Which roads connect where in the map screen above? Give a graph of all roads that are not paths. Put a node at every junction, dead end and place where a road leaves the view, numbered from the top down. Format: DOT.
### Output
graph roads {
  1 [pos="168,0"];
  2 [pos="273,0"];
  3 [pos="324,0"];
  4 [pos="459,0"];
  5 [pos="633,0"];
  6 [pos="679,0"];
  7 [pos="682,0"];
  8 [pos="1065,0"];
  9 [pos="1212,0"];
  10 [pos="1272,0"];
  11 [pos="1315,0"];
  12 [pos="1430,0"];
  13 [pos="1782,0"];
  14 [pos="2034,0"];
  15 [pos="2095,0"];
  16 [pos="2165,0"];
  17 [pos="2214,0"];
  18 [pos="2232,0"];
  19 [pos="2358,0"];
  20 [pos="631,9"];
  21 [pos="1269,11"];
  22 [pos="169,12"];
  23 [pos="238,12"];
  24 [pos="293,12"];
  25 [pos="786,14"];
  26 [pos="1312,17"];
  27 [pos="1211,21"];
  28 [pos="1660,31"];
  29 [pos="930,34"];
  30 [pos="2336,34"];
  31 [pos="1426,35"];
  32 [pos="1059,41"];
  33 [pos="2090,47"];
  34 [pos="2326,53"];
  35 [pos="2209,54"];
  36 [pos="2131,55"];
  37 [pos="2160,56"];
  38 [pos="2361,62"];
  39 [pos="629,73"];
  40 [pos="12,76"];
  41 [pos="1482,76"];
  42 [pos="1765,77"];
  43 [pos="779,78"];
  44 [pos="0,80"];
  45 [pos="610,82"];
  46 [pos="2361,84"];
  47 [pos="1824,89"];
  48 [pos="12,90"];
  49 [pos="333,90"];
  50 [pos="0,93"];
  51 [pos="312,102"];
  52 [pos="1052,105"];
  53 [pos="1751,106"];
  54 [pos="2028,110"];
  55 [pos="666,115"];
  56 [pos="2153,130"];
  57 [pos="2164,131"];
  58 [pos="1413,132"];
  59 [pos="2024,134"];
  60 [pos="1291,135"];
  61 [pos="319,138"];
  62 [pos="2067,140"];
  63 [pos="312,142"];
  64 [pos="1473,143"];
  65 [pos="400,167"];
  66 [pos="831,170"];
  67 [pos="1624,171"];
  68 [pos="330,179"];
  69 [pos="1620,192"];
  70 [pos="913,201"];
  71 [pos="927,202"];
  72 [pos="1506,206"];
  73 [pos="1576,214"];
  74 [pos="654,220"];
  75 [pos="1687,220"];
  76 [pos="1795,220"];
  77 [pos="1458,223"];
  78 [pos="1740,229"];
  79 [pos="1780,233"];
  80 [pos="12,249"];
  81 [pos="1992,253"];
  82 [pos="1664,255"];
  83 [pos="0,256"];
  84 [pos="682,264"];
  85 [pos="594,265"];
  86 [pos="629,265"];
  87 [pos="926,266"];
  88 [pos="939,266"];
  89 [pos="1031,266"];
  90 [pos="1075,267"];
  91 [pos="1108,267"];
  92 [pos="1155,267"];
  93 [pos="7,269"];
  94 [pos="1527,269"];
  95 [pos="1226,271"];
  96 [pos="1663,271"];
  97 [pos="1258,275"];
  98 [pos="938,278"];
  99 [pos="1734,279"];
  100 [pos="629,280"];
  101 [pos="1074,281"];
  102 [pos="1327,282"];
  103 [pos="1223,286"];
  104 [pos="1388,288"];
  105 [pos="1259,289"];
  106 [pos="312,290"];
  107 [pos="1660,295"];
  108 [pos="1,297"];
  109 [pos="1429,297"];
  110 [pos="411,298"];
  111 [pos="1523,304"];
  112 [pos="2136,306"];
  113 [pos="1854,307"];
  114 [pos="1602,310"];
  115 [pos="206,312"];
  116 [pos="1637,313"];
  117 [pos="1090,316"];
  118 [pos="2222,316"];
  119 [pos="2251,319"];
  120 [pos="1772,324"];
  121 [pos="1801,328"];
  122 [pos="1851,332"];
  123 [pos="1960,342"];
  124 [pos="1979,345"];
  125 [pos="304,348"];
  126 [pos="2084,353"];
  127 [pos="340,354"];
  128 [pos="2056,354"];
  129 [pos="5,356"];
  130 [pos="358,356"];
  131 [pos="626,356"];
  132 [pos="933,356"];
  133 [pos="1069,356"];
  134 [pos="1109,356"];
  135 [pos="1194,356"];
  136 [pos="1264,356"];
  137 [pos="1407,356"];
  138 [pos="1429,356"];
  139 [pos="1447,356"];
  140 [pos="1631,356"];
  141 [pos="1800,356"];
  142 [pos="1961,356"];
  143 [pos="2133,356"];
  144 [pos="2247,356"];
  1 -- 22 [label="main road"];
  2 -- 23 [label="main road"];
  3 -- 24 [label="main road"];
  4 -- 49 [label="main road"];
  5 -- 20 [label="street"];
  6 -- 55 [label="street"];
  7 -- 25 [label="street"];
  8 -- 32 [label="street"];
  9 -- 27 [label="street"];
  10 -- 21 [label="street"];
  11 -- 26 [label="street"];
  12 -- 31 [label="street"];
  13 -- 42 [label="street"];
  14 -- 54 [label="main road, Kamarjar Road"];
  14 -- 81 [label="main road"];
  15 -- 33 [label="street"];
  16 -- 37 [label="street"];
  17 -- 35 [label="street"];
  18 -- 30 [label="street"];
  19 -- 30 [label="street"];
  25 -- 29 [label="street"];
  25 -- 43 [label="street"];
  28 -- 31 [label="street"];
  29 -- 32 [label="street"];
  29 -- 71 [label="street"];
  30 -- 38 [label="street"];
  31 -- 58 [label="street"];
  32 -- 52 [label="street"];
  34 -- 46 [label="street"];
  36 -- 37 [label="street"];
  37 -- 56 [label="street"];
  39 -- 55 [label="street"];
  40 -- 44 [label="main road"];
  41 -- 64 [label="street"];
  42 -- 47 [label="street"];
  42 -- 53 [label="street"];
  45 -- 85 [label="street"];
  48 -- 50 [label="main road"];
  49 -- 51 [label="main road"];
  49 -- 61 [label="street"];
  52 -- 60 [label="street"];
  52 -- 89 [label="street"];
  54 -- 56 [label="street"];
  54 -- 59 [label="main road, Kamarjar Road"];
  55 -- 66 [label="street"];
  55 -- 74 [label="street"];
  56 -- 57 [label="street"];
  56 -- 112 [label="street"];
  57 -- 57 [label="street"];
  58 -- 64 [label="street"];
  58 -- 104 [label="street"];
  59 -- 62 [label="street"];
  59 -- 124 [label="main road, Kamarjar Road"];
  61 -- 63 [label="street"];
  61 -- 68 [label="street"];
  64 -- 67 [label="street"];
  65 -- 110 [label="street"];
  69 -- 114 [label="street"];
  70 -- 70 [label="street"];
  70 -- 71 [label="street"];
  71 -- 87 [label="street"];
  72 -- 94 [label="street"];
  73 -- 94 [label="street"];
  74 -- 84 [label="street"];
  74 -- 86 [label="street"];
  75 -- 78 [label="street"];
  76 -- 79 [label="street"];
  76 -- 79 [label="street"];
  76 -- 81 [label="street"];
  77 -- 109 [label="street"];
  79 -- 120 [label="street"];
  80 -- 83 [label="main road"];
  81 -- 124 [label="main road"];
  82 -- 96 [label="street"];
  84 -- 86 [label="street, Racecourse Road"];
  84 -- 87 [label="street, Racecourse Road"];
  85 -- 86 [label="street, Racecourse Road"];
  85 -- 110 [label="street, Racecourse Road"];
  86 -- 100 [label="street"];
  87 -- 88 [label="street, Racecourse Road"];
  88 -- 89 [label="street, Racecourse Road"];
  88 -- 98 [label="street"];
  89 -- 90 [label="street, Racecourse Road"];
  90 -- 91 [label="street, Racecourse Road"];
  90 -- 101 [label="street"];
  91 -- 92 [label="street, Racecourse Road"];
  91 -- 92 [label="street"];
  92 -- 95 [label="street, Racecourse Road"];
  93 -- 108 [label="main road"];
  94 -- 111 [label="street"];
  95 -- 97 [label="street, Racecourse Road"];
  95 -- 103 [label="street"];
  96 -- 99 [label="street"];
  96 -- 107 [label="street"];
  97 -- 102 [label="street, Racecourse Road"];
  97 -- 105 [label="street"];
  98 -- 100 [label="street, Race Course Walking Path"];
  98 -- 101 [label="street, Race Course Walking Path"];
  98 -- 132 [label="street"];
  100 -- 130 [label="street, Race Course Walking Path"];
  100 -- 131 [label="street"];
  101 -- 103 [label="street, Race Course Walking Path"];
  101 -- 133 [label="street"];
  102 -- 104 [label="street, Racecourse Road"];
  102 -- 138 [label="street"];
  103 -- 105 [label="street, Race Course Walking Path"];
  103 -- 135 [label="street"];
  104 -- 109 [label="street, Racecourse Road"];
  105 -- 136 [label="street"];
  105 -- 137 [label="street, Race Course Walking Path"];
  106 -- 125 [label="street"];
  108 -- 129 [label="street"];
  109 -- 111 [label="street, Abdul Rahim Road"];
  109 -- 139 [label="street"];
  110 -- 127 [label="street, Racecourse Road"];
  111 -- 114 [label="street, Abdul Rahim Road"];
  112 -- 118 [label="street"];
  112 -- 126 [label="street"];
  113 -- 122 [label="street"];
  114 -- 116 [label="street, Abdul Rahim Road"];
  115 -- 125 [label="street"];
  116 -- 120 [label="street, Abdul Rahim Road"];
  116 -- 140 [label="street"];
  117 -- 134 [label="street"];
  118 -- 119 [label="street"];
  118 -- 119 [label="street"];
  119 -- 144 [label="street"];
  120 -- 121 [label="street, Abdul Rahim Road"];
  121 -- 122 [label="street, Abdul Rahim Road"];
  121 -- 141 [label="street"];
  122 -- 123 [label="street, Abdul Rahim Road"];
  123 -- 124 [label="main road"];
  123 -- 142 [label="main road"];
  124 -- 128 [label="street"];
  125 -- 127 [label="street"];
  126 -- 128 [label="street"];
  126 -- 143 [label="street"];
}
□ □ □ □ □ □ □
What the exercise asks => Find the word "graph" in the records, and report each line that has it.

Answer to this exercise =>
Which roads connect where in the map screen above? Give a graph of all roads that are not paths. Put a node at every junction, dead end and place where a road leaves the view, numbered from the top down. Format: DOT.
graph roads {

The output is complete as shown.